## ENTRIES PROVIDED
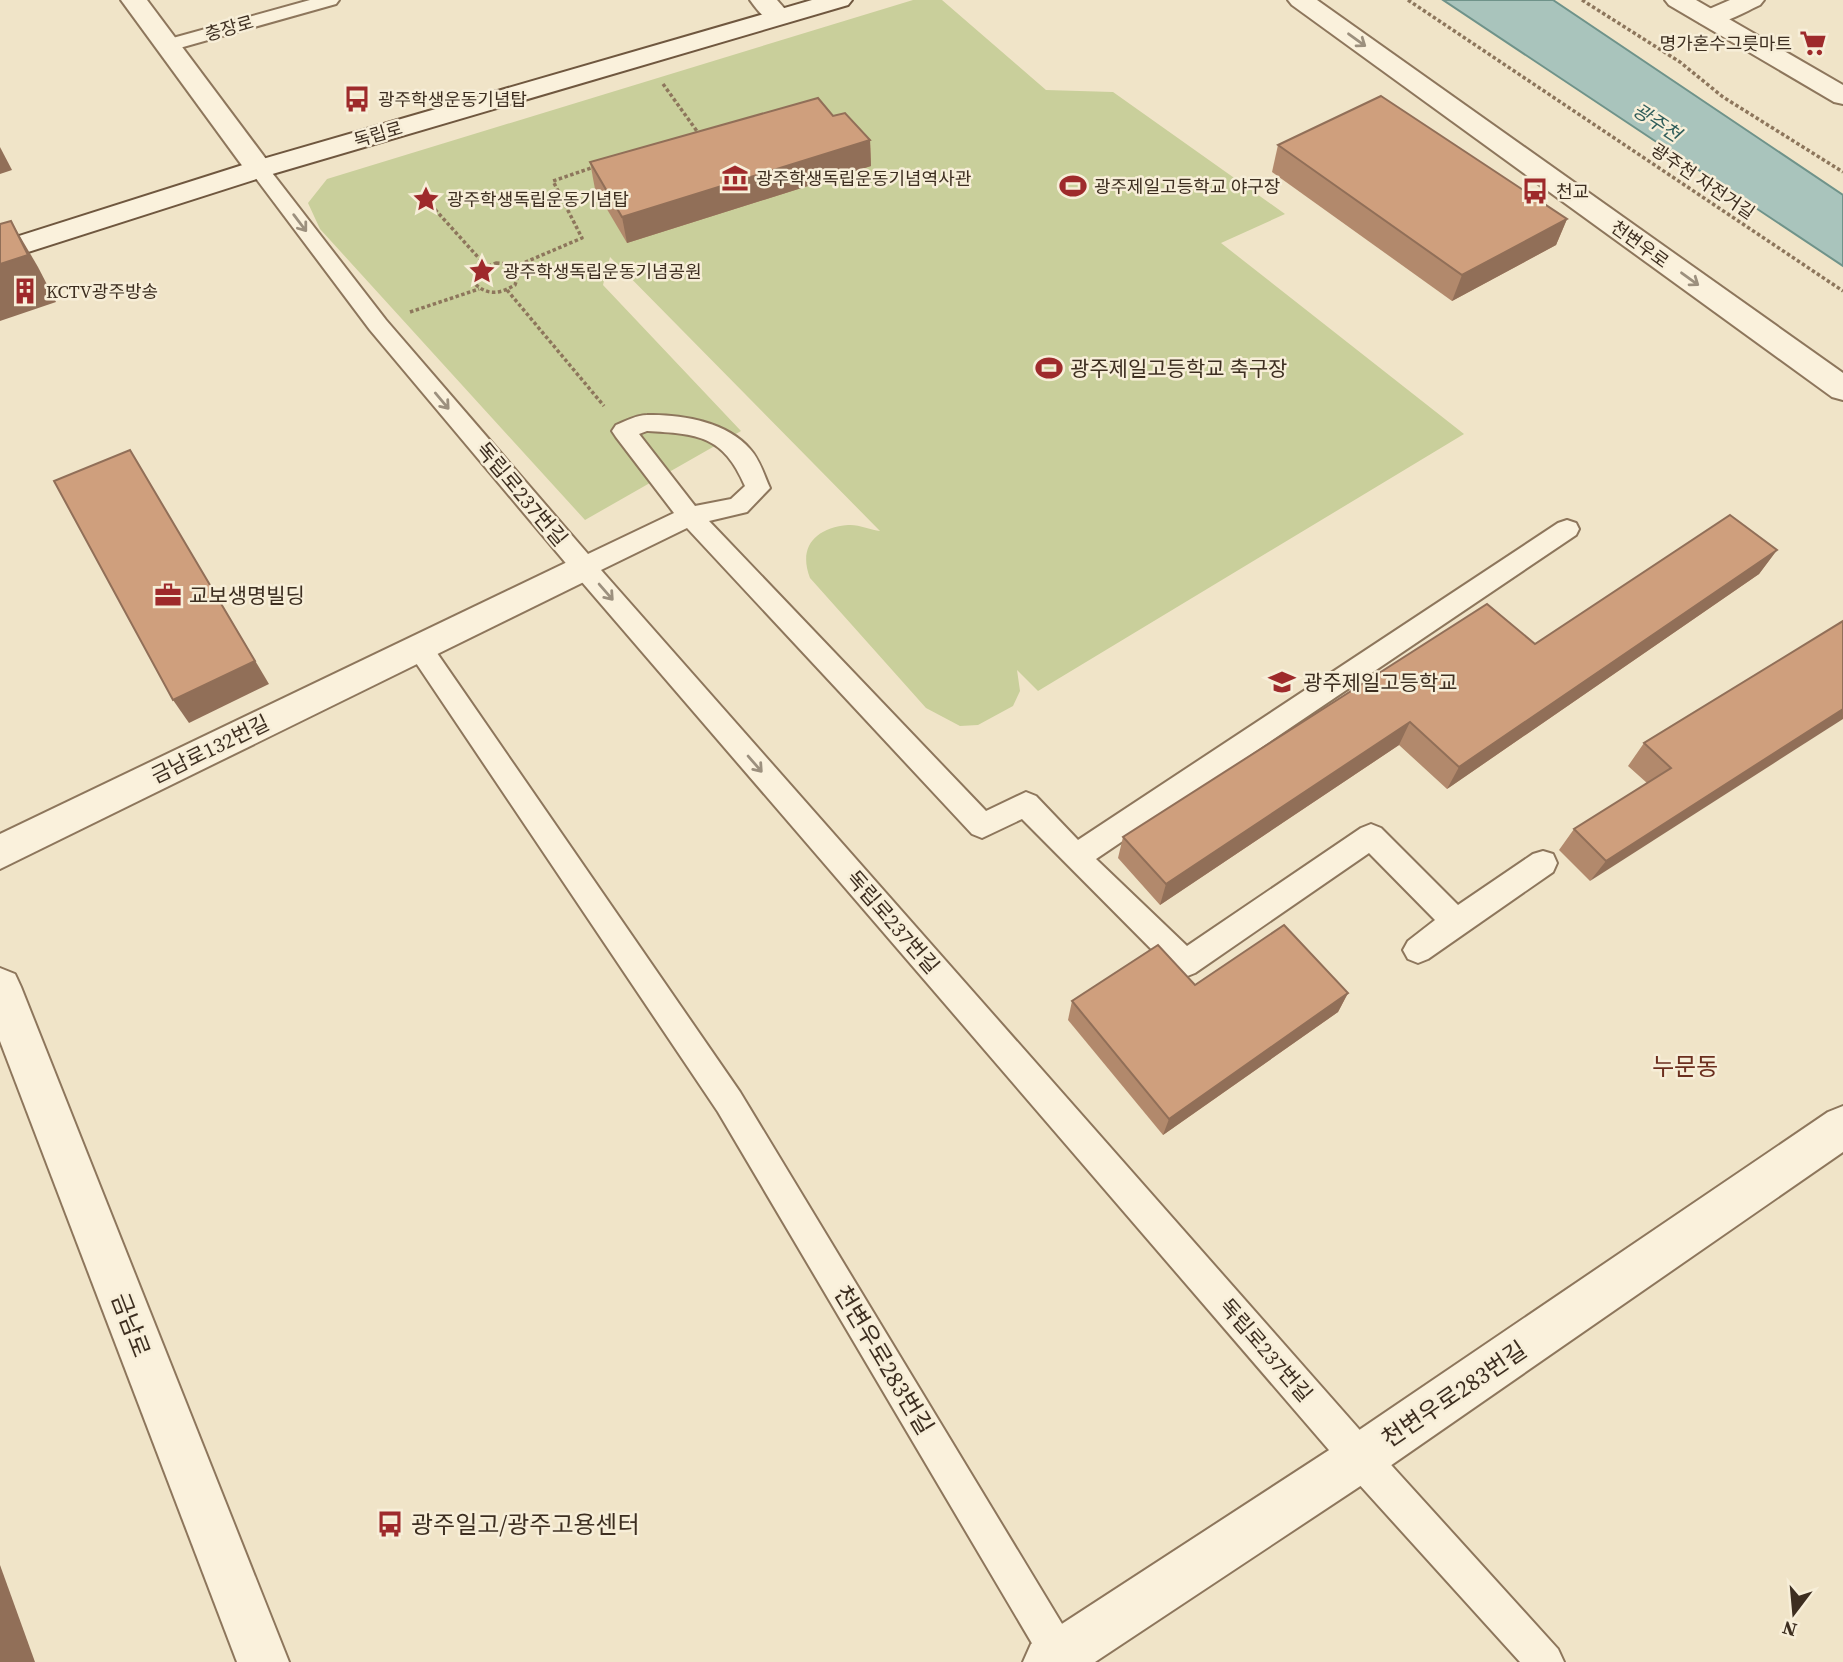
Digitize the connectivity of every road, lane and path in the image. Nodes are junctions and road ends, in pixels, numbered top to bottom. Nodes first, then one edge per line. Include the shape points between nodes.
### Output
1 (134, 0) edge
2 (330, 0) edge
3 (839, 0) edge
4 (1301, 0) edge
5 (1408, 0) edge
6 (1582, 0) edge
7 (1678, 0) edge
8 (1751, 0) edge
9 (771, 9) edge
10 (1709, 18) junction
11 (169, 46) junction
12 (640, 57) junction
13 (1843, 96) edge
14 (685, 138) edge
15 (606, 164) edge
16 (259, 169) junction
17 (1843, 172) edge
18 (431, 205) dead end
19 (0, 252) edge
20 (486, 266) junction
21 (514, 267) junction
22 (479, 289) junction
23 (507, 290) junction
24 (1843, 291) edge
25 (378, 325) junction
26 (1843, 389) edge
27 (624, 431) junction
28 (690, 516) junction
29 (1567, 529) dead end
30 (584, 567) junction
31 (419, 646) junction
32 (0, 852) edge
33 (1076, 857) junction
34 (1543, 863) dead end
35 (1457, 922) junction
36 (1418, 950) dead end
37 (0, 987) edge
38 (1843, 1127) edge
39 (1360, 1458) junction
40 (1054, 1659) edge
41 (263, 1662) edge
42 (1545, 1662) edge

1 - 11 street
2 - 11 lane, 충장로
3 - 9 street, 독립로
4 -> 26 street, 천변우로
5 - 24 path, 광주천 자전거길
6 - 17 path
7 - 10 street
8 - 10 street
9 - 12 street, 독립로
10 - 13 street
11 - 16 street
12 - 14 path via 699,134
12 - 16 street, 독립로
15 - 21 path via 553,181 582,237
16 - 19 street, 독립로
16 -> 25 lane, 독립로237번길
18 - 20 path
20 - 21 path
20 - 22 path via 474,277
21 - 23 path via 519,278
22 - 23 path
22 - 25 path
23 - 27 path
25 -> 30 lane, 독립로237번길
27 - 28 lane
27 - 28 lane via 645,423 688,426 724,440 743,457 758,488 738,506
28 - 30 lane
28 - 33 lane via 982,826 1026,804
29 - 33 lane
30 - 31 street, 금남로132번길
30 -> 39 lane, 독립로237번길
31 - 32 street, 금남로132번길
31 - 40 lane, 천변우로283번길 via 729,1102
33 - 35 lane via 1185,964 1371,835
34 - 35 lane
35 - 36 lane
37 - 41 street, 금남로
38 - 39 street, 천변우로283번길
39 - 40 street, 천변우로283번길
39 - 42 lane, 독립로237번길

* * *

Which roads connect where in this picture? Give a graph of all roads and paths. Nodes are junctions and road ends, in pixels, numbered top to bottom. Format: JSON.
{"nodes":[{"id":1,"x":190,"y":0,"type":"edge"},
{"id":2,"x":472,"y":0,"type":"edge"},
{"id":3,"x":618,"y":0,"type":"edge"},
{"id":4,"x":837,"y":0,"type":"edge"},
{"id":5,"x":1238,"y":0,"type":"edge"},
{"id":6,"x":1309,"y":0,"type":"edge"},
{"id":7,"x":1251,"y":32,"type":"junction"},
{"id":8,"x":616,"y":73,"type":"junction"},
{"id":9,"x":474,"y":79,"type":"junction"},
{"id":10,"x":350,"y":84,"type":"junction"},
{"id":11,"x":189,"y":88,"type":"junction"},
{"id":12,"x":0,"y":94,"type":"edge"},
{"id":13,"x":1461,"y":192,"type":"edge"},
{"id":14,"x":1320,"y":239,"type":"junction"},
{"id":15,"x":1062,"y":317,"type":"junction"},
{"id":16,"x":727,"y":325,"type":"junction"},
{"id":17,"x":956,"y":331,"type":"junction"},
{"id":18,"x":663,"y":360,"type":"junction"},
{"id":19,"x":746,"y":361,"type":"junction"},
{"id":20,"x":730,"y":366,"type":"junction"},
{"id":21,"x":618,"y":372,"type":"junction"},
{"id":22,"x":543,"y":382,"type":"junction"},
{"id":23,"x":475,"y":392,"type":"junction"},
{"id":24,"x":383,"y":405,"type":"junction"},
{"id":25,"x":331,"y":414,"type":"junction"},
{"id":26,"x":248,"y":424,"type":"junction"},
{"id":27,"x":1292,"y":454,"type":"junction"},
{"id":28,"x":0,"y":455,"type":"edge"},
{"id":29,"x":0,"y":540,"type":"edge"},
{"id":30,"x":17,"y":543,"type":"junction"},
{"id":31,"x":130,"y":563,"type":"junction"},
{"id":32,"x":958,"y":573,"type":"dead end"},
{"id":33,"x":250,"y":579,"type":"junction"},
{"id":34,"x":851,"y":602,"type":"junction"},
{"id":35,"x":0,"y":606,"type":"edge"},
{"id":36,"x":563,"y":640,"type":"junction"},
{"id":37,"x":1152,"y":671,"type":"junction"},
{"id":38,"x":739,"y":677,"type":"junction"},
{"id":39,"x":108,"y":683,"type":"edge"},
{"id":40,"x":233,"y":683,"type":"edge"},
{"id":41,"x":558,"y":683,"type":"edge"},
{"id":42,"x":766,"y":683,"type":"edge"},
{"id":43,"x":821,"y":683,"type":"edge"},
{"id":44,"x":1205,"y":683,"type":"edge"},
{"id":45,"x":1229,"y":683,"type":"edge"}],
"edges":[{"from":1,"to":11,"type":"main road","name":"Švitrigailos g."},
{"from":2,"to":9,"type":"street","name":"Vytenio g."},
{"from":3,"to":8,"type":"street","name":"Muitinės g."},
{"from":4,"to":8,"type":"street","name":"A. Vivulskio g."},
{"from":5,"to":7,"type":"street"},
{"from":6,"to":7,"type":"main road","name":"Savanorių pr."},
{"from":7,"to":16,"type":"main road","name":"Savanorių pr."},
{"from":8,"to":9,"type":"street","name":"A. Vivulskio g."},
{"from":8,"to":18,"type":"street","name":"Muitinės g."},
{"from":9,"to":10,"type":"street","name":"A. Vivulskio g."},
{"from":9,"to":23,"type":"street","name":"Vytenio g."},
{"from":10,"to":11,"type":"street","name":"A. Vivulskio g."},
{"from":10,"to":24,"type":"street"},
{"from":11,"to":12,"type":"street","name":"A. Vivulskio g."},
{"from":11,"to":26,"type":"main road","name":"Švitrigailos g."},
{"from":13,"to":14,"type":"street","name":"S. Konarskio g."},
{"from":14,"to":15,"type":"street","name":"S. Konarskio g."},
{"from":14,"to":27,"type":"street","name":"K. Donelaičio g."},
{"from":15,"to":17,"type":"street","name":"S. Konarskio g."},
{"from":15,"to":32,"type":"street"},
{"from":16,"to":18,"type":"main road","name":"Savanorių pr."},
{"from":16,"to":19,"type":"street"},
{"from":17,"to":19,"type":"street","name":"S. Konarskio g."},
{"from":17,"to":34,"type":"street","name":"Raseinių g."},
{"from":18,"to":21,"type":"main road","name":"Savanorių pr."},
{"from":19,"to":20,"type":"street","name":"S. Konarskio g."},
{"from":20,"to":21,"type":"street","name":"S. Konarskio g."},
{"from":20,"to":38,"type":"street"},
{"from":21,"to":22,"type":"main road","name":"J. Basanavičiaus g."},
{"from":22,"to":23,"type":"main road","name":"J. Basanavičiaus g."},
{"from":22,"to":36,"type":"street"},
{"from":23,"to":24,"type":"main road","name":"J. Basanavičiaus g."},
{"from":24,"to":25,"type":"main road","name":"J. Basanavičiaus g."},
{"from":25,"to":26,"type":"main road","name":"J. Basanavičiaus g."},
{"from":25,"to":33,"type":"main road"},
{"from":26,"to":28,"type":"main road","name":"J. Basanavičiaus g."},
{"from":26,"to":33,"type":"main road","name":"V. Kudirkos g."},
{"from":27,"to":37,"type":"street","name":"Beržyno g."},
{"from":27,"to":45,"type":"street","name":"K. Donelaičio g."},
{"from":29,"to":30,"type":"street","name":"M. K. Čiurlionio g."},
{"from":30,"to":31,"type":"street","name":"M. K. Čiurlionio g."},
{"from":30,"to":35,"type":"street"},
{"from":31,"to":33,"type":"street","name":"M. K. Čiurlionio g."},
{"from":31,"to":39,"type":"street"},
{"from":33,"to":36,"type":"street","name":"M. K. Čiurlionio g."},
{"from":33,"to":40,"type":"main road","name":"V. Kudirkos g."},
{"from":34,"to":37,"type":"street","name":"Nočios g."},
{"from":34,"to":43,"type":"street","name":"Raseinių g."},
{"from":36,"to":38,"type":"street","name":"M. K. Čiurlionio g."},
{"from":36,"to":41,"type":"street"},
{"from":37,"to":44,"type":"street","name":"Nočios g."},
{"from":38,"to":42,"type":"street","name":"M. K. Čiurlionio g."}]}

## WORK INSTRUCTIONS
Of the records above, copy each line that includes "ends".

## WORKED SOLUTION
Digitize the connectivity of every road, lane and path in the image. Nodes are junctions and road ends, in pixels, numbered top to bottom. Nodes first, then one edge per line. Include the shape points between nodes.
Which roads connect where in this picture? Give a graph of all roads and paths. Nodes are junctions and road ends, in pixels, numbered top to bottom. Format: JSON.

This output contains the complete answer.